TASK PROMPT >>
Search the data for the string "paths" and extract every line where it appears.

(Stored items)
──────

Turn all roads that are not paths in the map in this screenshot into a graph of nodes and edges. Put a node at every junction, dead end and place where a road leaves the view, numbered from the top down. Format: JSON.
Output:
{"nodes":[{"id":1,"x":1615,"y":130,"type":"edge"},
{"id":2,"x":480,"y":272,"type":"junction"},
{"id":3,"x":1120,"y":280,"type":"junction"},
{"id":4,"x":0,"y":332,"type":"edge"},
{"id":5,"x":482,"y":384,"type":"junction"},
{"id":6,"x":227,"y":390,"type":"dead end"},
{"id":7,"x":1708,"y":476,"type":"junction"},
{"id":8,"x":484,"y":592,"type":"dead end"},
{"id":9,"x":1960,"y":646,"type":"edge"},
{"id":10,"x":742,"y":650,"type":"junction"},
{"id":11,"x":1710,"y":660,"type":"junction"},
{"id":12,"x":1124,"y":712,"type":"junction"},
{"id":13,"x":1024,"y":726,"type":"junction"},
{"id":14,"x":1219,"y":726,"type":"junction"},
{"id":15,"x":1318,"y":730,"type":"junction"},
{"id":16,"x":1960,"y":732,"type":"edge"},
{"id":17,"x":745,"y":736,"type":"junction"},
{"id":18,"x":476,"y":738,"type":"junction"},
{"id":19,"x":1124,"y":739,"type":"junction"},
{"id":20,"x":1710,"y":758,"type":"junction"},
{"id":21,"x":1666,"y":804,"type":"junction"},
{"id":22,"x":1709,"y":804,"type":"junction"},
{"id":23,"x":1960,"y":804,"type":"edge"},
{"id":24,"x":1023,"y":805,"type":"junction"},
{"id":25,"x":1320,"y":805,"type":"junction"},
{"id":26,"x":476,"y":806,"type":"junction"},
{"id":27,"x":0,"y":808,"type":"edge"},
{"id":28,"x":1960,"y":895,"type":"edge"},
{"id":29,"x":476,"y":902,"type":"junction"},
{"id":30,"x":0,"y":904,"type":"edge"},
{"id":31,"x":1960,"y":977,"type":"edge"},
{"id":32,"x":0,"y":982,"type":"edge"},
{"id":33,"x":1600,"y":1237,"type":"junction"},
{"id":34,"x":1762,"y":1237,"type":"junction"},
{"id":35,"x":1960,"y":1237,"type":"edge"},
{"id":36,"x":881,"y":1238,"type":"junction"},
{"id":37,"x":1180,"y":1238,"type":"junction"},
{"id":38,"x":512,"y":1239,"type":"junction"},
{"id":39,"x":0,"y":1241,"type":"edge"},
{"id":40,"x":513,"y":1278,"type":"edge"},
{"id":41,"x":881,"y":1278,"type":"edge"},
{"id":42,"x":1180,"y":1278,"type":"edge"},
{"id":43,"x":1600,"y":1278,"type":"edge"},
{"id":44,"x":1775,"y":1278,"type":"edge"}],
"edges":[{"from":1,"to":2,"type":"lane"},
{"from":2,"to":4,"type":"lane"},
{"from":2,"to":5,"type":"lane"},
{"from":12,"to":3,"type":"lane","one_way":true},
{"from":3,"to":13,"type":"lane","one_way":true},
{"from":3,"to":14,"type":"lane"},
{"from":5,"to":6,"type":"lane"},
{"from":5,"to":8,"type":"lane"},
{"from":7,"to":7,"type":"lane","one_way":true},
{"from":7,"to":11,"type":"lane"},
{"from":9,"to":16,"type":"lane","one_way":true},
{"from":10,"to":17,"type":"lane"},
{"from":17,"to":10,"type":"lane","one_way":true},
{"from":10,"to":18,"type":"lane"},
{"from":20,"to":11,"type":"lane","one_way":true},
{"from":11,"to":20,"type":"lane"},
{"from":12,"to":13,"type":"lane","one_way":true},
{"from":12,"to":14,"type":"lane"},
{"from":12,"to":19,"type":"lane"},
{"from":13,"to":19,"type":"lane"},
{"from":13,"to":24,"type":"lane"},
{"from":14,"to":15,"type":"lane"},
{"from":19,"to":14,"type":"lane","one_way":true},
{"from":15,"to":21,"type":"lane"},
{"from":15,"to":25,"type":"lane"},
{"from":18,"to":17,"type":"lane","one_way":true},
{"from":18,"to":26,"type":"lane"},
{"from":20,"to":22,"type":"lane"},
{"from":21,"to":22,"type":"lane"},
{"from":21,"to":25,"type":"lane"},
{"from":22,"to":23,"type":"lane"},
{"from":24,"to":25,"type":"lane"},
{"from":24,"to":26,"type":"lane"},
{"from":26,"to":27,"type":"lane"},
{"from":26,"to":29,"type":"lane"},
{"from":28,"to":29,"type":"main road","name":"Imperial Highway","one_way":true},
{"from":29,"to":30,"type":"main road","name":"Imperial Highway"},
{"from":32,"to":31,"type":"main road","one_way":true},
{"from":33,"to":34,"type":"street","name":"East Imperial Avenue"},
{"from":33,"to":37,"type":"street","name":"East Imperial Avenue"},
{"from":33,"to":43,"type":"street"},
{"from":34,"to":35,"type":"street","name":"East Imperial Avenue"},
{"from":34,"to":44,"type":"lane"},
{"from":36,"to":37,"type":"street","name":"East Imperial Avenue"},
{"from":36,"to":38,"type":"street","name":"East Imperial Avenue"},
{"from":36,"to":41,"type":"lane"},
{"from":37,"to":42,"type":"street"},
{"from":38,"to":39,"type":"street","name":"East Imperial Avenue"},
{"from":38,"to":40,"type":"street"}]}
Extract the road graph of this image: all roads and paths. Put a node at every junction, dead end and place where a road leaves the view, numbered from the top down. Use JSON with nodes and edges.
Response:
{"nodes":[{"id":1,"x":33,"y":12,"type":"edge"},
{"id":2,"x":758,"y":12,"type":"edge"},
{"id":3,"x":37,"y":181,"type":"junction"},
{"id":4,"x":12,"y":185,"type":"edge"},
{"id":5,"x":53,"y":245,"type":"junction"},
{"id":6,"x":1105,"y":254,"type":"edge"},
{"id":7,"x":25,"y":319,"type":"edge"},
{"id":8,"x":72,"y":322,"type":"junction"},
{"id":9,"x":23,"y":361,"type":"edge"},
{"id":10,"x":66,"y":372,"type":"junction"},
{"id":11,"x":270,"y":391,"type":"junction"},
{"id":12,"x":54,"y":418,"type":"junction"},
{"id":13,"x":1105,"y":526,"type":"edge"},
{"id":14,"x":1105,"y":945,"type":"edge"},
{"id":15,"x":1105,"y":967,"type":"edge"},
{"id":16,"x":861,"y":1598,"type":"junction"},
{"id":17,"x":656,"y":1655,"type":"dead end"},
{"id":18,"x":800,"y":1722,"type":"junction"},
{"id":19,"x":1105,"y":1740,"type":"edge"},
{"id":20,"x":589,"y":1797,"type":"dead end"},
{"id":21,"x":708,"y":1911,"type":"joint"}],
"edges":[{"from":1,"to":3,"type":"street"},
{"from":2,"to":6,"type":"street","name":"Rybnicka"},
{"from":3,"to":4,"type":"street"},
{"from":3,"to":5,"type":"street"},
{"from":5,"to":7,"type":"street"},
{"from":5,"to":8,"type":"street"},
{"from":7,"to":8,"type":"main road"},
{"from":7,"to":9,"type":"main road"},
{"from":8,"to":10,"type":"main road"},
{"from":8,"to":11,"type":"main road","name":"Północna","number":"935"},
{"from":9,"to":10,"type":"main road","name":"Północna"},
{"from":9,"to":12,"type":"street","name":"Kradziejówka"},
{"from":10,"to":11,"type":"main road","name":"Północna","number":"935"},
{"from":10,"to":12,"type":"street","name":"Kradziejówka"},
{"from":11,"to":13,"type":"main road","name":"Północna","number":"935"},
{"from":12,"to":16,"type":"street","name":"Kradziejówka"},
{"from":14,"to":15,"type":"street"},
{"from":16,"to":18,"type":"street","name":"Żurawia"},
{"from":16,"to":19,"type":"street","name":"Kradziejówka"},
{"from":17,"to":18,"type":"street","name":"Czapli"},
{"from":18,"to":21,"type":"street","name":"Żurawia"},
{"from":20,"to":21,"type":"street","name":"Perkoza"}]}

──────

RESULT FOR THIS TASK >>
Turn all roads that are not paths in the map in this screenshot into a graph of nodes and edges. Put a node at every junction, dead end and place where a road leaves the view, numbered from the top down. Format: JSON.
Extract the road graph of this image: all roads and paths. Put a node at every junction, dead end and place where a road leaves the view, numbered from the top down. Use JSON with nodes and edges.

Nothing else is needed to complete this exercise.